On October 1, 2014, the US Department of Treasury issued final regulations (the "Regulations") regarding limited-scope vision and dental benefits and employee assistance programs as excepted benefits for purposes of the Affordable Care Act.

Limited scope vision and dental benefits

The Regulations eliminate the requirement that participants must pay an additional premium or contribution for limited-scope vision or dental benefits to qualify as excepted benefits. The Department of Treasury indicated that without this change, an employer that establishes or maintains a self insured plan could be required to charge a nominal contribution from participants simply for limited-scope vision and dental coverage to qualify as excepted benefits.
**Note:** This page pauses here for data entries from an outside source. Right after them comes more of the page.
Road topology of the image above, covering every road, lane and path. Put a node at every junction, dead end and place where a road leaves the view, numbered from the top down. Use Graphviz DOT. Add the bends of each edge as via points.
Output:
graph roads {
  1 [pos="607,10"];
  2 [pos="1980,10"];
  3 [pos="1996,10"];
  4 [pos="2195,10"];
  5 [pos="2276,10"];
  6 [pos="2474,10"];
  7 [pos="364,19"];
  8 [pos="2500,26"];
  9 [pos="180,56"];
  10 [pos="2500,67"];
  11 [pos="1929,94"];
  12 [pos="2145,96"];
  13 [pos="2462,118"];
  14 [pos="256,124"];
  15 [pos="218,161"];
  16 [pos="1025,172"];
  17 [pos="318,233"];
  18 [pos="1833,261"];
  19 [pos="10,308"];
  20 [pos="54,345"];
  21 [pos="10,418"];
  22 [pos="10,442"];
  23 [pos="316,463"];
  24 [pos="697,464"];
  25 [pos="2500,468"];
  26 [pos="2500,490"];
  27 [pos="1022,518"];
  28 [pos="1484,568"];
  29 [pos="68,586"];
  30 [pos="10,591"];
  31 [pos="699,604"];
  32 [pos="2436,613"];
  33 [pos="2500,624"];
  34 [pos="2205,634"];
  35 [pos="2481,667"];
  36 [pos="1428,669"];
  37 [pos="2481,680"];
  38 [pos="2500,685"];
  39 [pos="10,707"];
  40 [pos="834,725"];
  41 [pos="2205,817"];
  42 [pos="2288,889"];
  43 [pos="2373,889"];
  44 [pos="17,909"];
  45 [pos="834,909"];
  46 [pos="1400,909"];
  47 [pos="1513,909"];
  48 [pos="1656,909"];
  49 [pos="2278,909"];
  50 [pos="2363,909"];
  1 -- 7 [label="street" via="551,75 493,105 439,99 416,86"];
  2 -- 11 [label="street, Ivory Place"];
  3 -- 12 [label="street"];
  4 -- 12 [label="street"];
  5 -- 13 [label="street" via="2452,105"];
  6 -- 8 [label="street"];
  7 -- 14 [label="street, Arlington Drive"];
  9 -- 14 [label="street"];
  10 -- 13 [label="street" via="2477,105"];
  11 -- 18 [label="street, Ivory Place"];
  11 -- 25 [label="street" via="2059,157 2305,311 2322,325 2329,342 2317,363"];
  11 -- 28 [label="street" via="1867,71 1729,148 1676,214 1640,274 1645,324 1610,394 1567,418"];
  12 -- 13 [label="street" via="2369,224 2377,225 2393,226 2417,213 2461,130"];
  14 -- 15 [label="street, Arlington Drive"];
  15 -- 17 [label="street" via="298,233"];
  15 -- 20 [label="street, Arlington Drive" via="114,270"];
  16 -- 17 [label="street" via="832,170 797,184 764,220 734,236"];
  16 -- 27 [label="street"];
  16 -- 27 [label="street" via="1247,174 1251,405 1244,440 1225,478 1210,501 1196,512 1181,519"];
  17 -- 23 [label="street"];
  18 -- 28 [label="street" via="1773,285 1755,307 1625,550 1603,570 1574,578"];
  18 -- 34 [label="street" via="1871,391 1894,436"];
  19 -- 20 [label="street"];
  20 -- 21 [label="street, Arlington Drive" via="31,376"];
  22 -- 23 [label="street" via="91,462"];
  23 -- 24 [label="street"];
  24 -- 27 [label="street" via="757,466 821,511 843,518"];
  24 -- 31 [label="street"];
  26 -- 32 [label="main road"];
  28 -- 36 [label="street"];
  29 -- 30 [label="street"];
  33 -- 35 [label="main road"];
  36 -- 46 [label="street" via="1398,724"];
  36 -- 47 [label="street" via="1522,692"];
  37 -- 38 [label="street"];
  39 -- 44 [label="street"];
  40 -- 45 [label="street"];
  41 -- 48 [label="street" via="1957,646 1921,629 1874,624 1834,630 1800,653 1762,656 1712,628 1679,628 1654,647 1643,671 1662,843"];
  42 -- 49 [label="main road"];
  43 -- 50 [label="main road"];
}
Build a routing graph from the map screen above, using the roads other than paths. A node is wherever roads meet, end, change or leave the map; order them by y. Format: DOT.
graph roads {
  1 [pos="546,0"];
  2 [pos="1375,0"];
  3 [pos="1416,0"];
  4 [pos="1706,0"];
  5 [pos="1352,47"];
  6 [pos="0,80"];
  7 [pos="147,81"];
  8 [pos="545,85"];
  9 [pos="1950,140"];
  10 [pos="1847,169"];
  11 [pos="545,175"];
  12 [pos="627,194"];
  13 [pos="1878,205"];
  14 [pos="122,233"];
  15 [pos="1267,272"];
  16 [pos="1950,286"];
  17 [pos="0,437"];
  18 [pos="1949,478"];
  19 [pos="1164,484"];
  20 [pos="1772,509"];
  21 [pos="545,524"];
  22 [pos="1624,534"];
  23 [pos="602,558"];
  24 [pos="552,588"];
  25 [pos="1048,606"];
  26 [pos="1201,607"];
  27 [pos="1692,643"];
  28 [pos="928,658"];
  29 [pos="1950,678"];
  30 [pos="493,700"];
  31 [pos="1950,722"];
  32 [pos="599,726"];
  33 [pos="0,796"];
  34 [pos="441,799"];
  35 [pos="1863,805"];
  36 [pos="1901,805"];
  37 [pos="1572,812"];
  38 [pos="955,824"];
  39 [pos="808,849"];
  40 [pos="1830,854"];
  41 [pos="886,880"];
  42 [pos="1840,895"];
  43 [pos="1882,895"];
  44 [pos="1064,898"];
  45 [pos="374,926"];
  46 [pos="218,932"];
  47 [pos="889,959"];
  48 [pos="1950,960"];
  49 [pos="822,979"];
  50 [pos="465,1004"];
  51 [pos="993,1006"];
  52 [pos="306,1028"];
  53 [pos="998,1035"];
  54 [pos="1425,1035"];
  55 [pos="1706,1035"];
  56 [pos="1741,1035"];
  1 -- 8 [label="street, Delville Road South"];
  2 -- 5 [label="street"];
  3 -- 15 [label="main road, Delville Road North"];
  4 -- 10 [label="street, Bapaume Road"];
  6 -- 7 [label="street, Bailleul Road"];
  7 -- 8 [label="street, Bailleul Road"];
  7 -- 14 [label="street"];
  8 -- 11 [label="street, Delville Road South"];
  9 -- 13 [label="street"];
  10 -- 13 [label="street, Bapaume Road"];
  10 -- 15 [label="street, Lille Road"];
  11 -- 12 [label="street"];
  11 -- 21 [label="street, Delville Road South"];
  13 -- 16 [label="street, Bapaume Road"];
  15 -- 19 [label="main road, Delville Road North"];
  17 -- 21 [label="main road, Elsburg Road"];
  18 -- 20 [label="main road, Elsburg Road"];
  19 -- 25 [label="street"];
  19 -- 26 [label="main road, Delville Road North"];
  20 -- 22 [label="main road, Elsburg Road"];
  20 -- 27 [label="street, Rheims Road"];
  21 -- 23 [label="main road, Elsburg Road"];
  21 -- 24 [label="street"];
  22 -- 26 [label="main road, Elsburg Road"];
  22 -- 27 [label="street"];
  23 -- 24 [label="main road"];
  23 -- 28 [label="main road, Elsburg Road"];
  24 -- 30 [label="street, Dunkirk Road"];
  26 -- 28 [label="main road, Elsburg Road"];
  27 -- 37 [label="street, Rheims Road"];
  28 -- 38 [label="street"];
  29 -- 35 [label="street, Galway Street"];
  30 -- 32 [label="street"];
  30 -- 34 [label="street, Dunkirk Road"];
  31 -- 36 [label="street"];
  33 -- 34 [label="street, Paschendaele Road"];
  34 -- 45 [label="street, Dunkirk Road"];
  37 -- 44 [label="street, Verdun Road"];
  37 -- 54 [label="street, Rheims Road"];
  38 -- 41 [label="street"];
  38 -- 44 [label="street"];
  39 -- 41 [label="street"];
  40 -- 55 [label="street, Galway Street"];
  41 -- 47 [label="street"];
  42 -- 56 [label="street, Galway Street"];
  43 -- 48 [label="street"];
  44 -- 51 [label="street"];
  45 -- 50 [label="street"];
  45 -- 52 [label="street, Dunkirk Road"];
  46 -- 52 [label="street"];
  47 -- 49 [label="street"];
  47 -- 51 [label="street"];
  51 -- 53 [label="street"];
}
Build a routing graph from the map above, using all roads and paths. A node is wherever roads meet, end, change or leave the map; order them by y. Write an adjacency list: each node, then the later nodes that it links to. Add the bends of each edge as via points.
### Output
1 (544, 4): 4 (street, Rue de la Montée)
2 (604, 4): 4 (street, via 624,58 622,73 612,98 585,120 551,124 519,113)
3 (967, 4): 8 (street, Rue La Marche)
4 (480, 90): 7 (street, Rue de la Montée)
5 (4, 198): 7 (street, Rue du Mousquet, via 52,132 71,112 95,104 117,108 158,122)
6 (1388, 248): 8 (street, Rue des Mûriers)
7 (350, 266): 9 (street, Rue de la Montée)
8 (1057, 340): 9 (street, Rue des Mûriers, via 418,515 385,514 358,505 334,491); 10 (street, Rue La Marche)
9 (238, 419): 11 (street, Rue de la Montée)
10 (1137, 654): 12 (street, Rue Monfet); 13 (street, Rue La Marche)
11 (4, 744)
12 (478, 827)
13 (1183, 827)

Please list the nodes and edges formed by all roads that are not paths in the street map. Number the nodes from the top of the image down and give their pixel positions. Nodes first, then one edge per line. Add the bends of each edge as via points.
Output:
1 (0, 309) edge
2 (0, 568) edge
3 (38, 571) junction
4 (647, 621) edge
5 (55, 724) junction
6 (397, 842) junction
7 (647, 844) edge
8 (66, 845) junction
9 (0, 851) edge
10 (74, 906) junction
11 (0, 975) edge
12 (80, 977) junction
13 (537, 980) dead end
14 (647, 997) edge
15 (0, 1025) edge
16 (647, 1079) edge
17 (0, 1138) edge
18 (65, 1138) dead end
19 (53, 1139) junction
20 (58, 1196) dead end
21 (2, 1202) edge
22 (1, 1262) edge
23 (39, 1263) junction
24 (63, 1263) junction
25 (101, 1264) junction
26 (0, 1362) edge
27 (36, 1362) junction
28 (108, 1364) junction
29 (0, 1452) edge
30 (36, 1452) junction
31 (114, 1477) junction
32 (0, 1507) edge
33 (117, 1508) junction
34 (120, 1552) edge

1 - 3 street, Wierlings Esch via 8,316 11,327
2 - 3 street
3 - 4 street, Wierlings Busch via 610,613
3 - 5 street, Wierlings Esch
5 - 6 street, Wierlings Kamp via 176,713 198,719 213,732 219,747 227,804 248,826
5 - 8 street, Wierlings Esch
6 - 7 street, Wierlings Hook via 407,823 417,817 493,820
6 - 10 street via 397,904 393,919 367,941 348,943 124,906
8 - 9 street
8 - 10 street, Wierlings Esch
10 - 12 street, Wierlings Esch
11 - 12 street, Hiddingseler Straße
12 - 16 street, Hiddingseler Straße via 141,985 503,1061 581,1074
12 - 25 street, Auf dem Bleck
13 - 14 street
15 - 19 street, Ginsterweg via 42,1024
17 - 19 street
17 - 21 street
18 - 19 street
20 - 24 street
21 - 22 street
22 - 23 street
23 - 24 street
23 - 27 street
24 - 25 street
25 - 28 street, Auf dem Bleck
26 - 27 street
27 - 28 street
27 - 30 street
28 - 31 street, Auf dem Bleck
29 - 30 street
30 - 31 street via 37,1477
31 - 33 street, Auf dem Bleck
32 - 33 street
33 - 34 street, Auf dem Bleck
The Regulations also clarify that limited-scope vision or dental benefits do not need to be offered in connection with a separate offer of major medical or "primary" group health coverage under the plan in order to meet the statutory criterion that such benefits are "otherwise not an integral part of the plan." To meet this criterion, limited-scope vision or dental benefits can be provided without connection to a primary plan, or the limited-scope vision or dental benefits can be offered separately from the major medical or "primary" coverage under the plan. The Regulations provide that this criterion is satisfied if participants may decline coverage or the claims for benefits are administered under a contract separate from the claims administration for any other benefits under the plan.

Coverage for long term care benefits are also subject to the "not an integral part of a group health plan" standard in order to be classified as excepted benefits. Accordingly, the revisions discussed in the Regulations also apply to coverage for long term care benefits.

Employee Assistance Programs

The Regulations provide that for an Employee Assistance Program ("EAP") to constitute excepted benefits, the EAP must satisfy four requirements. First, the EAP must not provide significant benefits in the nature of medical care. For this purpose, the amount, scope, and duration of covered services are taken into account. The preamble to the Regulations indicate that future regulations may provide additional clarification regarding when an EAP provides significant benefits in the nature of medical care.

The second requirement for an EAP to constitute excepted benefits is that its benefits cannot be coordinated with the benefits under another group health plan. This requirement has two elements: (1) participants in the other group health plan must not be required to use or exhaust benefits under the EAP before an individual is eligible for benefits under the other group health plan; and (2) participant eligibility for benefits under the EAP must not be dependent on participation in another group health plan.

The third requirement for EAPs to constitute excepted benefits is that no employee premiums or contributions may be required as a condition of participation in the EAP. Fourth, the EAP may not impose any cost sharing requirements.

The Regulations apply to group health plans and group health insurance issuers for plan years beginning on or after January 1, 2015. They do not apply to health insurance issuers offering individual health insurance coverage.